Estou nisso desde a primeira gestão do Jaime (Lerner), desde 1971. Anteriormente, em 1965, o Jaime havia participado da criação do IPPUC (Instituto de Pesquisa e Planejamento Urbano de Curitiba), que fez o plano diretor da cidade. Chamou para o IPPUC os arquitetos conhecidos dele, todos recém-formados, assim como ele próprio, sem experiência, sem muita teoria. Uma equipe realmente nova. Acho que isso foi um fator muito importante para mostrar como, depois, tudo aconteceu. Tudo era feito em equipe, tudo junto.
B&R – E esse time foi o núcleo da primeira gestão dele, como prefeito, entre 1971 e 1974. Depois o Lerner teve outros dois mandatos de prefeito, em tempos diferentes. Como surgiam as ideias dentro desse grupo?

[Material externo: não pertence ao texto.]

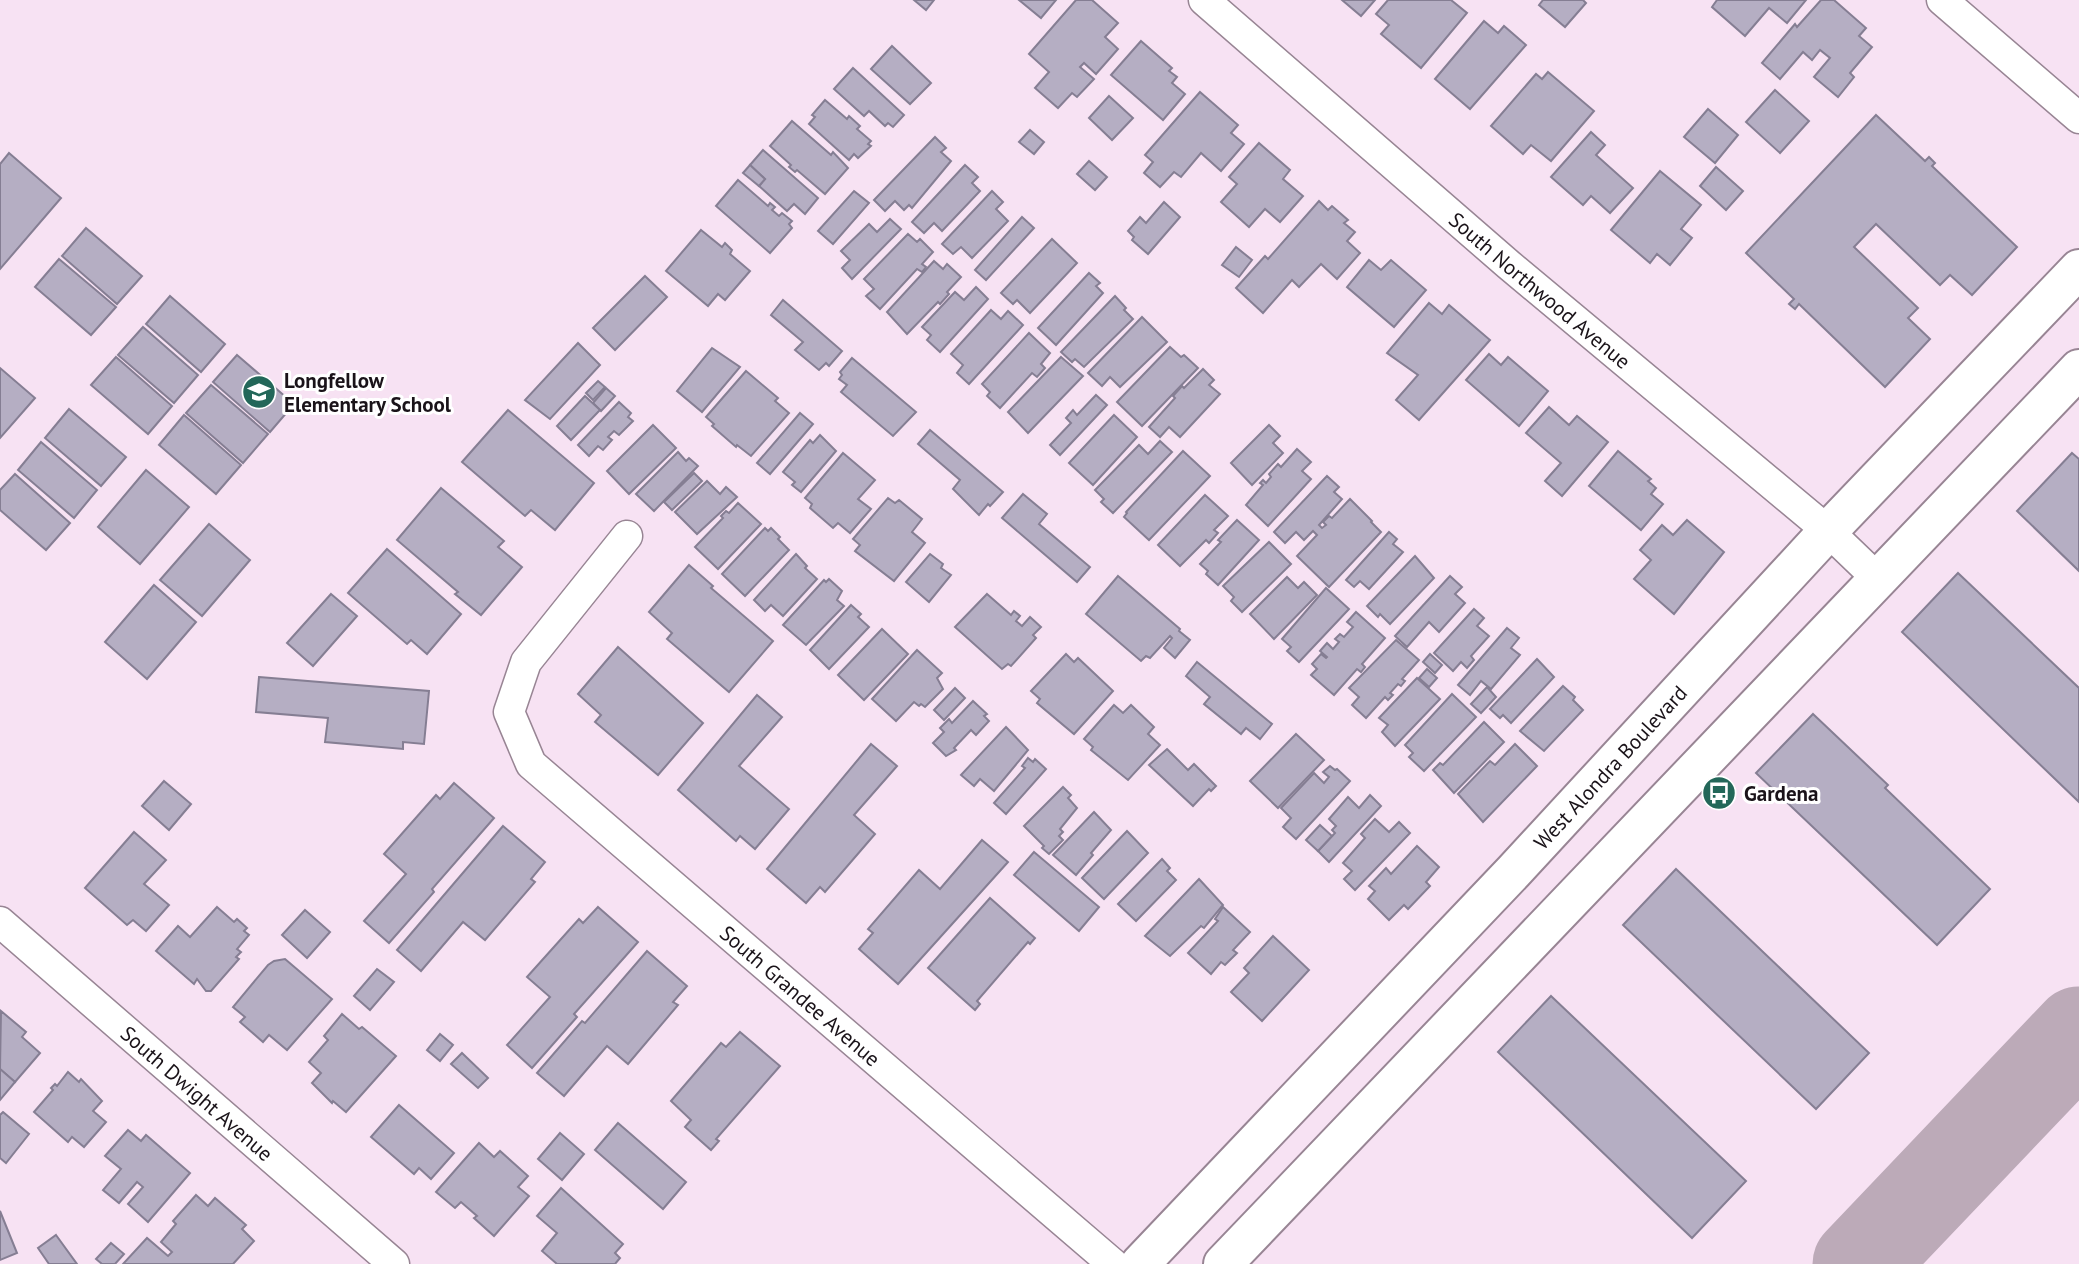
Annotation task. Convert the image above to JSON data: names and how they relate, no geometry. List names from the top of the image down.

Carlos Ceneviva - É até difícil saber, hoje, quem foi o autor disso ou daquilo, porque era uma equipe muito arejada e muito coesa. Com o tempo, cada um foi se fixando mais em um ponto. Comecei me envolvendo muito com zoneamento, organização do uso do solo, problemas de circulação, desde o pedestre até o transporte, que é o que hoje chamamos de mobilidade. Ao longo do tempo, fui me concentrando mais em circulação.
B&R - Vocês, então, não se inspiraram em qualquer experiência de fora, como a da Dinamarca, por exemplo.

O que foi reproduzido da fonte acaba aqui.